>>>>>

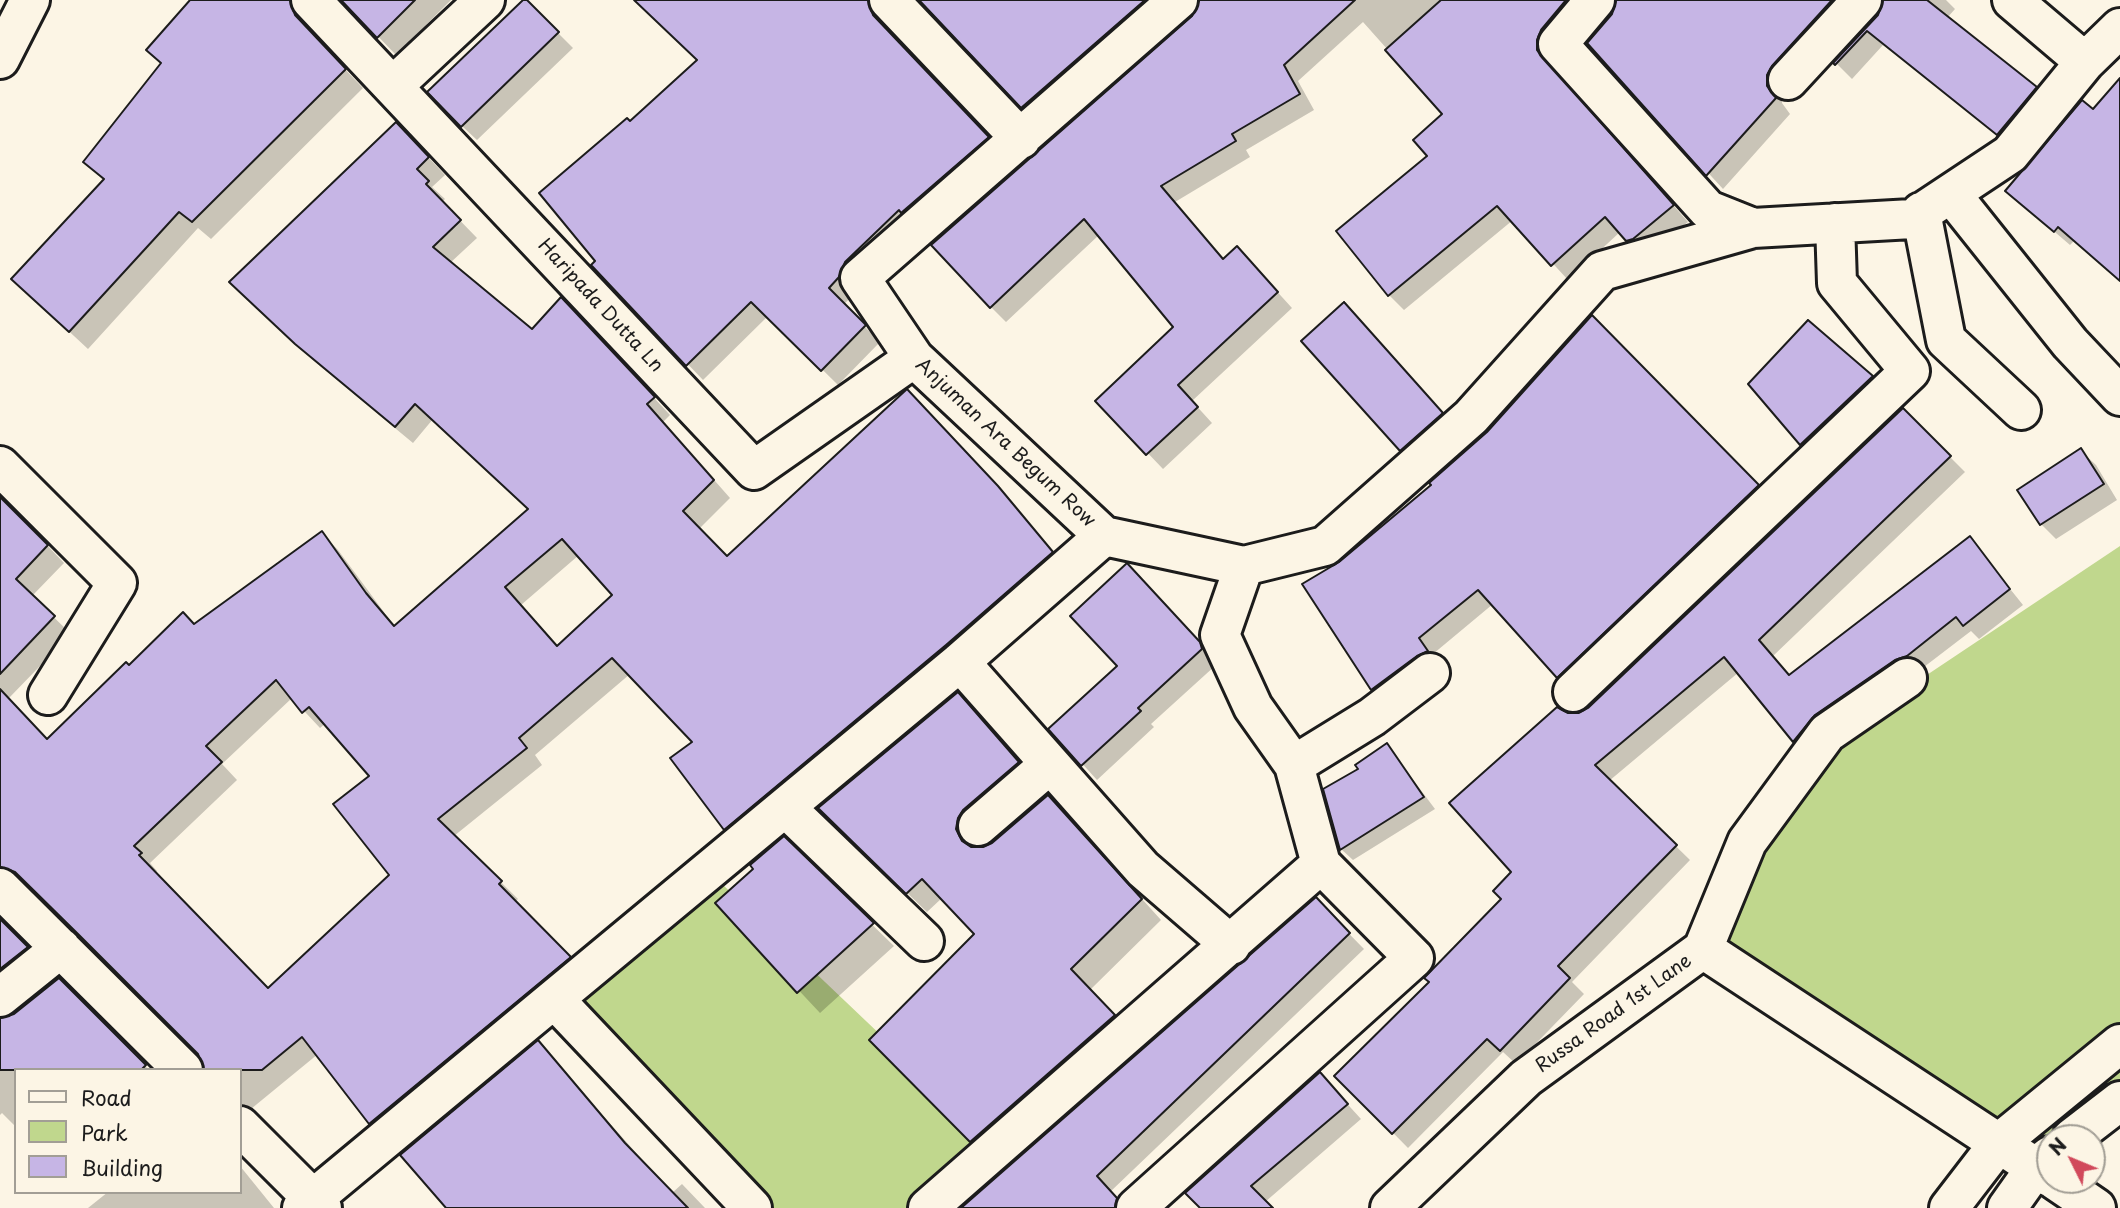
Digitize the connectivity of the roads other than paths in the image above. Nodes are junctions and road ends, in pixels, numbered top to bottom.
1 (30, 0) edge
2 (311, 0) edge
3 (485, 0) edge
4 (889, 0) edge
5 (1178, 0) edge
6 (1594, 0) edge
7 (1861, 0) edge
8 (2012, 0) edge
9 (2120, 28) edge
10 (0, 59) edge
11 (2085, 62) junction
12 (1788, 80) dead end
13 (393, 86) junction
14 (1021, 139) junction
15 (1937, 203) junction
16 (1835, 223) junction
17 (1753, 228) junction
18 (914, 358) junction
19 (2120, 396) edge
20 (2021, 410) dead end
21 (0, 466) edge
22 (1104, 536) junction
23 (1244, 566) junction
24 (960, 662) junction
25 (1430, 673) dead end
26 (1907, 678) dead end
27 (1573, 692) dead end
28 (48, 695) dead end
29 (1050, 764) junction
30 (1294, 765) junction
31 (786, 808) junction
32 (978, 826) dead end
33 (1321, 864) junction
34 (0, 888) edge
35 (924, 941) dead end
36 (1231, 945) junction
37 (61, 948) junction
38 (1703, 949) junction
39 (0, 997) edge
40 (556, 1000) junction
41 (2120, 1044) edge
42 (181, 1068) edge
43 (2120, 1101) edge
44 (2090, 1124) edge
45 (242, 1128) edge
46 (1999, 1143) junction
47 (2036, 1163) edge
48 (2036, 1181) edge
49 (2078, 1194) edge
50 (312, 1205) edge
51 (752, 1208) edge
52 (928, 1208) edge
53 (1136, 1208) edge
54 (1390, 1208) edge
55 (1949, 1208) edge
56 (2007, 1208) edge
57 (2096, 1208) edge

1 - 10 street
2 - 13 street, Haripada Dutta Ln
3 - 13 street
4 - 14 street
5 - 14 street
6 - 17 street
7 - 12 street
8 - 11 street
9 - 11 street, Anjuman Ara Begum Row
11 - 15 street, Anjuman Ara Begum Row
13 - 18 street, Haripada Dutta Ln
14 - 18 street, Anjuman Ara Begum Row
15 - 16 street, Anjuman Ara Begum Row
15 - 19 street
15 - 20 street
16 - 17 street, Anjuman Ara Begum Row
16 - 27 street
17 - 23 street, Anjuman Ara Begum Row
18 - 22 street, Anjuman Ara Begum Row
21 - 28 street
22 - 23 street, Anjuman Ara Begum Row
22 - 24 street
23 - 30 street
24 - 29 street
24 - 31 street
25 - 30 street
26 - 38 street
29 - 32 street
29 - 36 street
30 - 33 street
31 - 35 street
31 - 40 street
33 - 36 street
33 - 53 street
34 - 37 street
36 - 52 street
37 - 39 street
37 - 42 street
38 - 46 street, Russa Road 1st Lane
38 - 54 street, Russa Road 1st Lane
40 - 50 street
40 - 51 street
41 - 46 street
43 - 44 street
45 - 50 street
46 - 47 street, Russa Road 1st Lane
46 - 55 street
48 - 56 street
49 - 57 street, Russa Road 1st Lane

<<<<<

**WHAT THIS TASK INVOLVES**.
Please give the number of lines with "Begum" in the entries above, and write no other text.

**EXERCISE RESULT**.
8